What paces the ventricle in this case? Is QRS wide or narrow?

Answer 47

Third degree AV block

AV node paces; QRS is narrow still bc ventricle depolarize normally.

Question 48

Pre-exercise: QRS 95, QTc 410

After-exercise: QRS 125, Qtc 400

What medication being used to treat his AFib?

Answer 48

Flecainide (Class IC Antiarrhythmic)

QRS = ventricular depolarization. Class IC strongly inhibits phase 0 depolarization with use (during exercise).

Question 49

How is digoxin cleared from the body?

Answer 49

Renally cleared! So older people should receive reduced doses to prevent toxicity.

Question 50

How does Carotid massage tx PSVT?

Answer 50

Increase refractory period of AV node (increase PNS)

Question 51

Endocarditis not due to infection mostly likely due to what?

Answer 51

SLE - Libman Sax endocarditis (sterile vegetations)

Also hypercoagulable states, malignancy.

Question 52

Most common cause of death in MI pt pre-hospital and in-hospital?

Answer 52

Pre-hospital: Ventricular Fibrillation (Arrhythmia) - esp if sudden cardiac death

In-hospital: Ventricular Failure - usually gradually if extensive MI over the next 2-10d

Question 53

Intimal Hyperplasia and Fibrosis is mediated by what?

Answer 53

Smooth muscle migration from media to intima.

Question 54

What major factor determines whether or not an occluded vessel will cause MI?

Answer 54

Growth rate. If slow, have time to develop collaterals.

Bad things: thin fibrous cap, lipid rich core, active inflam

Question 55

Pacemaker with what 3 leads? How to get there?

Answer 55

RA, RV - L subclavian -> SVC

LV - RA -> coronary sinus (atrioventricular groove) -> lateral venous tributaries

Question 56

What point on the LV curve is closest to opening snap?

Answer 56

Mitral valve opening, you idiot.

Question 57

What defect causes differential cyanosis - toes are cyanotic, but fingers are fine?

What defect causes whole body cyanosis?

Answer 57

Patient ductus arteriosus with reversal of flow now R -> L.

Septal defects with reversal of flow or TOF

Note: CoArc does NOT cause cyanosis - causes HF

Question 58

What kind of changes in arteries is associated with DM, long-standing non-malig HTN, and malig HTN?

Answer 58

DM, Long-standing nonmalig HTN = Hyaline Arteriolosclerosis

(homogenous deposition of eosinophilic hyaline material; probably due to production by SM in response to endothelial damage by HTN or DM)

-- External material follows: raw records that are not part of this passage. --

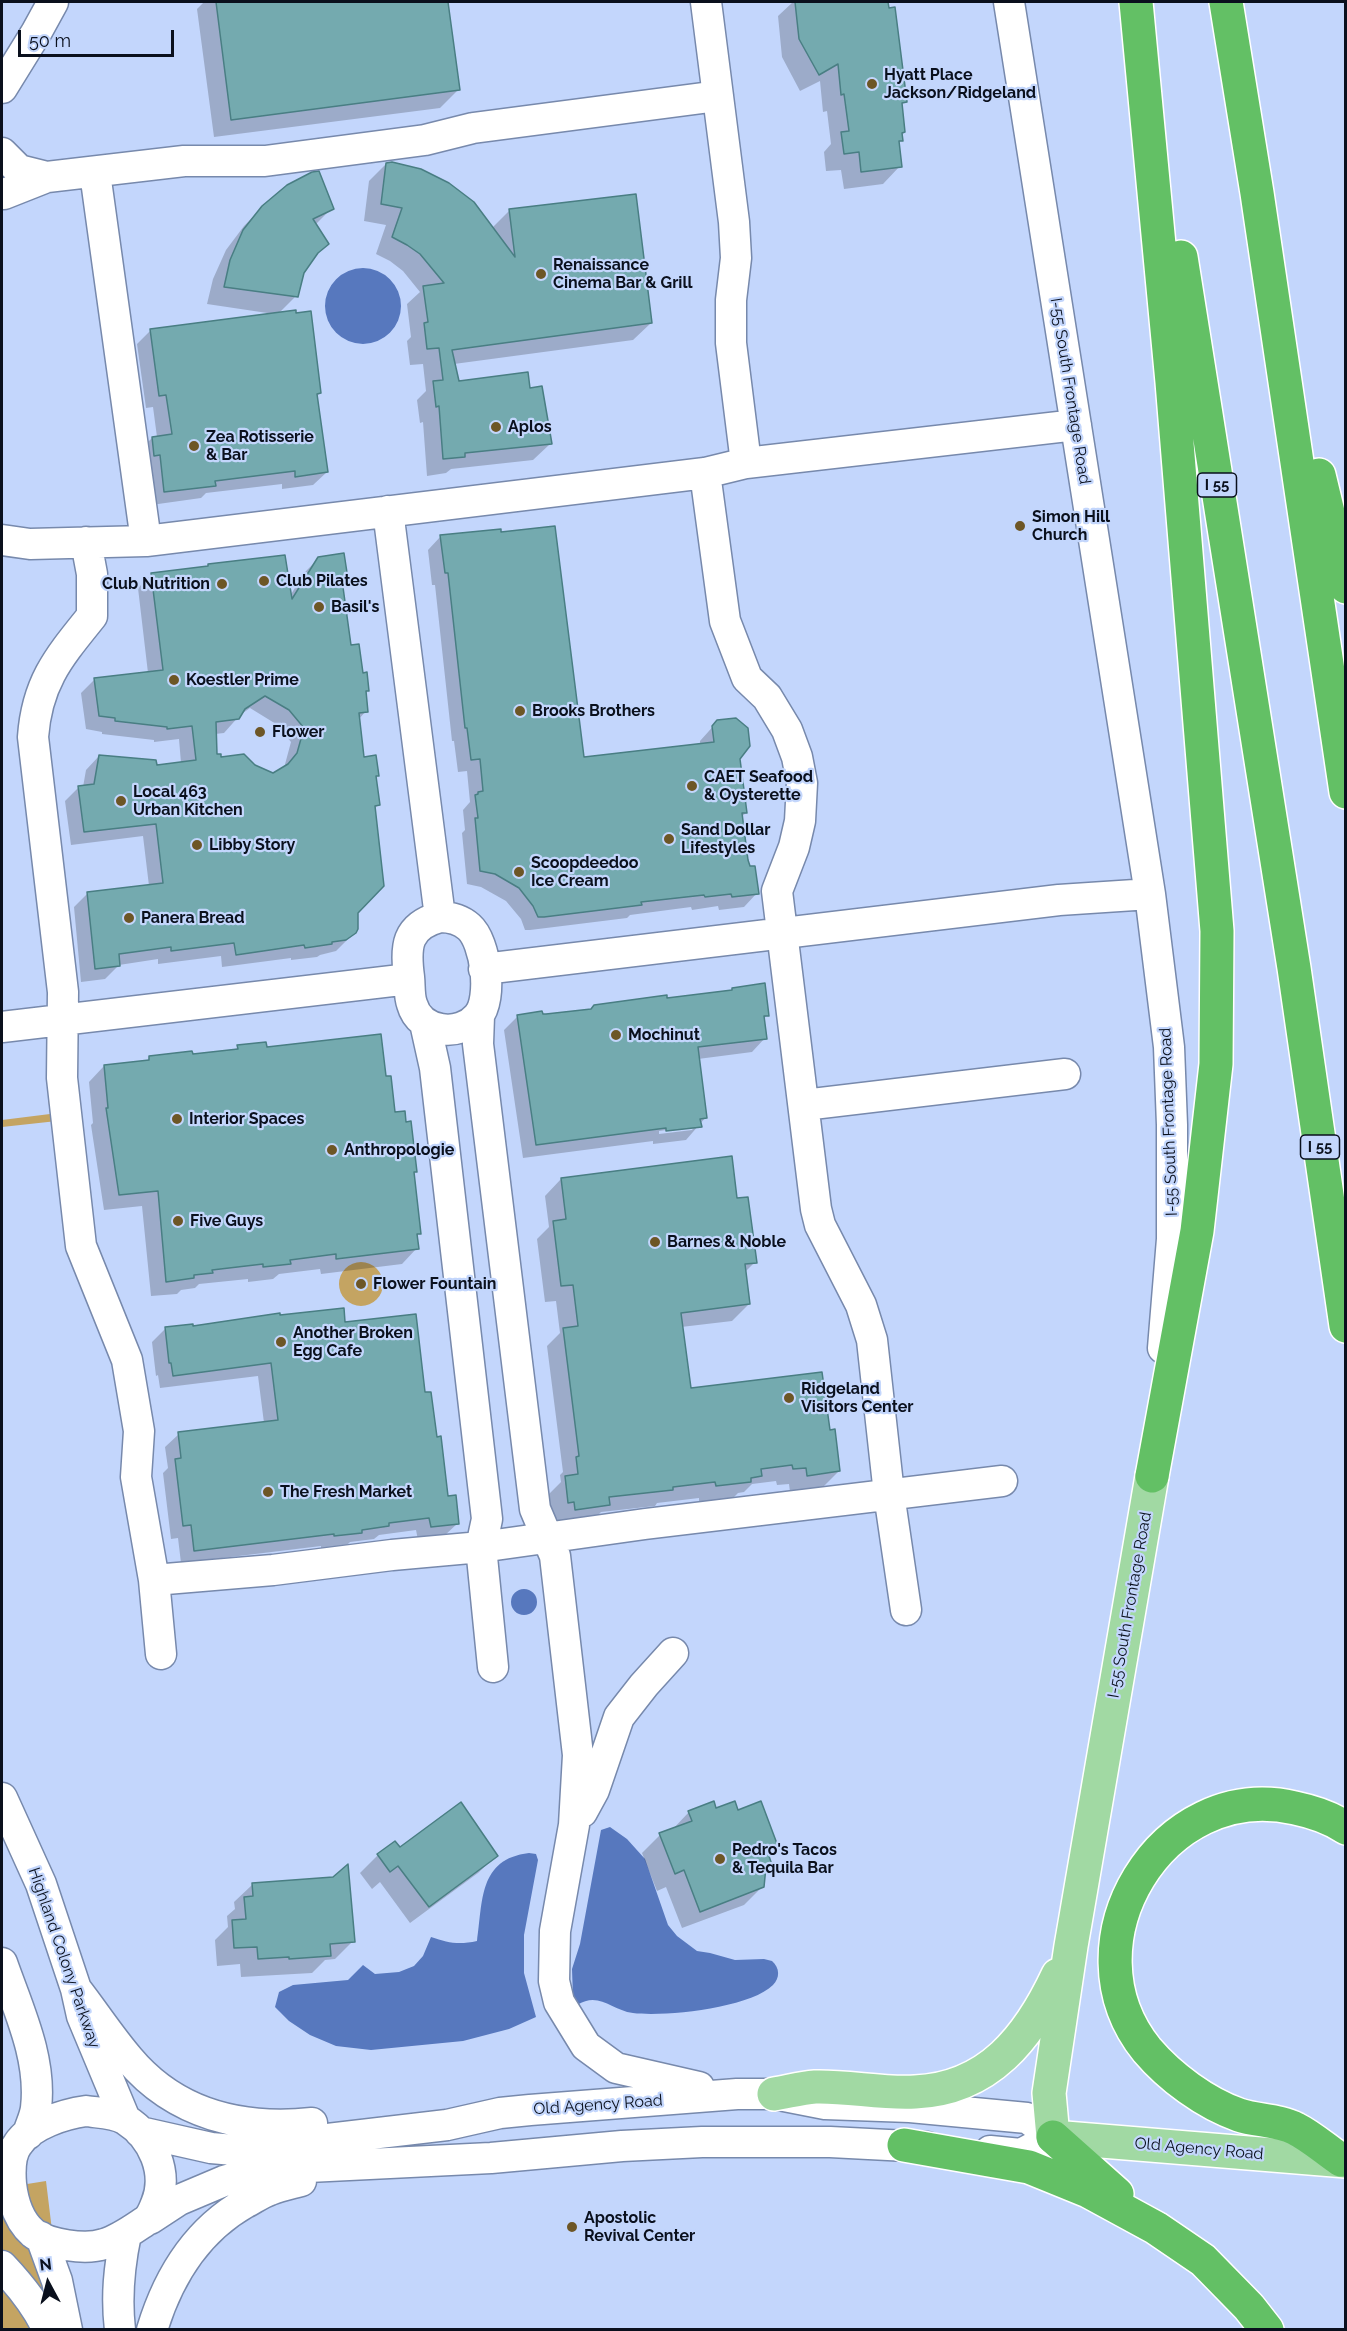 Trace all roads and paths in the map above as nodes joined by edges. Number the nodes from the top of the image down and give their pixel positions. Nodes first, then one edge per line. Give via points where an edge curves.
1 (53, 2) edge
2 (706, 2) edge
3 (1009, 2) edge
4 (1138, 2) edge
5 (1226, 2) edge
6 (2, 88) edge
7 (718, 96) junction
8 (2, 153) edge
9 (95, 173) junction
10 (47, 177) junction
11 (2, 193) edge
12 (1257, 193) junction
13 (1076, 425) junction
14 (746, 463) junction
15 (705, 472) junction
16 (388, 511) junction
17 (2, 540) edge
18 (146, 541) junction
19 (86, 542) junction
20 (1346, 587) edge
21 (1346, 792) edge
22 (1150, 894) junction
23 (440, 917) junction
24 (782, 934) junction
25 (484, 969) junction
26 (409, 979) junction
27 (479, 1016) junction
28 (62, 1021) junction
29 (425, 1023) junction
30 (2, 1027) edge
31 (1065, 1074) dead end
32 (804, 1105) junction
33 (1346, 1326) edge
34 (1152, 1476) junction
35 (1002, 1481) dead end
36 (889, 1494) junction
37 (547, 1538) junction
38 (481, 1547) junction
39 (154, 1580) junction
40 (906, 1610) dead end
41 (673, 1653) dead end
42 (161, 1654) dead end
43 (493, 1667) dead end
44 (2, 1798) edge
45 (574, 1825) junction
46 (1346, 1828) edge
47 (1071, 1946) junction
48 (2, 1963) edge
49 (76, 1989) junction
50 (737, 2094) junction
51 (774, 2094) junction
52 (500, 2113) junction
53 (133, 2125) junction
54 (1053, 2137) junction
55 (16, 2144) edge
56 (904, 2145) junction
57 (1343, 2161) edge
58 (371, 2162) junction
59 (2, 2224) edge
60 (138, 2226) junction
61 (1156, 2228) junction
62 (37, 2235) junction
63 (2, 2266) edge
64 (48, 2330) edge
65 (67, 2330) edge
66 (120, 2330) edge
67 (152, 2330) edge
68 (1268, 2330) edge

1 - 6 street
2 - 7 street
3 - 13 street, I-55 South Frontage Road
4 - 33 highway, I 55 via 1292,956
4 - 34 highway via 1217,931 1216,1064 1197,1231
5 - 12 highway
7 - 9 street via 473,128 425,140 265,161 184,161
7 - 14 street via 736,258 730,343
8 - 10 street via 19,170
9 - 10 street
9 - 18 street
10 - 11 street
12 - 20 highway
12 - 21 highway
13 - 14 street
13 - 22 street, I-55 South Frontage Road
14 - 15 street
15 - 16 street
15 - 24 street via 725,621 747,678 767,697 787,730 802,783 801,821 777,891
16 - 18 street
16 - 23 street
17 - 19 street via 30,544
18 - 19 street
19 - 28 street via 93,580 92,616 57,658 35,716 33,737 59,952
22 - 24 street via 1059,900
22 - 34 street, I-55 South Frontage Road via 1169,1047 1172,1125 1172,1239
23 - 25 street via 452,917 471,928 481,945
23 - 26 street via 428,920 410,938 406,950
24 - 25 street
24 - 32 street
25 - 27 street via 487,992
26 - 28 street
26 - 29 street via 412,1005
27 - 29 street via 469,1025 453,1030
27 - 37 street via 478,1044 535,1509
28 - 30 street
28 - 39 street via 62,1078 81,1246 132,1380 139,1431 135,1478
29 - 38 street via 435,1068 487,1519
31 - 32 street
32 - 36 street via 820,1225 861,1305 872,1340
34 - 47 main road, I-55 South Frontage Road
35 - 36 street
36 - 37 street
36 - 40 street
37 - 38 street
37 - 45 street via 555,1556 578,1755
38 - 39 street
38 - 43 street
39 - 42 street
41 - 45 street via 620,1717 594,1790
44 - 49 street, Highland Colony Parkway via 41,1884
45 - 50 street via 555,1931 554,1981 570,2022 586,2046 616,2068
46 - 57 highway via 1332,1818 1287,1806 1236,1807 1209,1815 1186,1829 1146,1864 1122,1911 1115,1965 1130,2025 1166,2071 1188,2088 1238,2115 1295,2128
47 - 51 main road via 1031,2025 1008,2054 975,2078 915,2092 813,2087
47 - 54 main road, I-55 South Frontage Road via 1049,2093
48 - 55 street via 35,2064 36,2110
49 - 52 street via 151,2082 216,2118 255,2125 294,2125 445,2108
49 - 53 street, Highland Colony Parkway via 82,2016
50 - 51 street, Old Agency Road
50 - 52 street, Old Agency Road
51 - 54 street, Old Agency Road via 825,2103 1027,2118
52 - 53 street, Old Agency Road via 447,2125 234,2150 211,2148
53 - 55 street via 86,2111 66,2114
53 - 60 street via 153,2150 161,2169 159,2196
54 - 56 street via 1021,2154
54 - 57 main road, Old Agency Road
54 - 61 highway
55 - 62 street via 12,2157 13,2198 19,2214
56 - 58 street via 702,2142 490,2158
56 - 61 highway via 1029,2167 1088,2191
58 - 60 street via 245,2175 179,2200
58 - 67 street via 267,2190 229,2212 198,2241 178,2267 161,2300
59 - 62 street
60 - 62 street via 103,2244 83,2247 62,2245
60 - 66 street via 118,2271
61 - 68 highway via 1203,2260
62 - 65 street via 57,2281
63 - 64 street via 42,2316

Malignant HTN = Onion-like, concentric thickening

Question 59

Primary indiction and Adverse effects of :

Statin

Niacin

Fibric acid derivatives

Bile acid binding resins

Answer 59

Statin = high LDL = myopathy, hepatitis

Niacin = low HDL = vasodilation, hyperGLY, hyperUric acid, Hepatitis

Fibric acid derivatives = high TAG = gallstones, myopathy (worse with statins)

Bile acid binding resins = high LDL = GI upset, high TAG, malabsorption

Question 60

Pathogenesis of

Stable Angina

Unstable Angina/NSTEMI

MI

Answer 60

Stable Angina: Atherosclerotic plaque affecting >/= 75% of lumen (if < 75%, it’s asymptomatic still)

Unstable Angina/NSTEMI: Ulcerated plaque with partially obstructive thrombus

MI: Ruptured plaque with fully obstructive thrombus

Question 61

Most common site of atherosclerotic development

Answer 61

Abdominal Aorta

Then coronary , popliteal, int carotid, circle of willis.

Question 62

Systolic vs. Diastolic Dysfxn

Answer 62

Systolic

• DILATED heart.
• low EF, poor contractility
• 2/2 ischemic heart diseae, dilated cardiomyopathy

Diastolic

• HYPERTROPHIC heart
• nl EF, nl contractility
• impaired relaxation, compliance.
• 2/2 HTN heart disease, HOCM

Question 64

Symmetric bilateral LE edema + prominent abd wall collateral venous circulation

Answer 64

Obstruction of IVC

• such as from renal tumor
• suspected when LE edema and collateral abd wall vessels, but with no signs of RHF, cirrhosis, nephrotic syndrome

Question 65

Why is paclitaxel used for drug eluting stents?

Answer 65

To prevent intimal hyperplasia

Prevents microtubule breakdown causing arrest of cell cycle in M phase.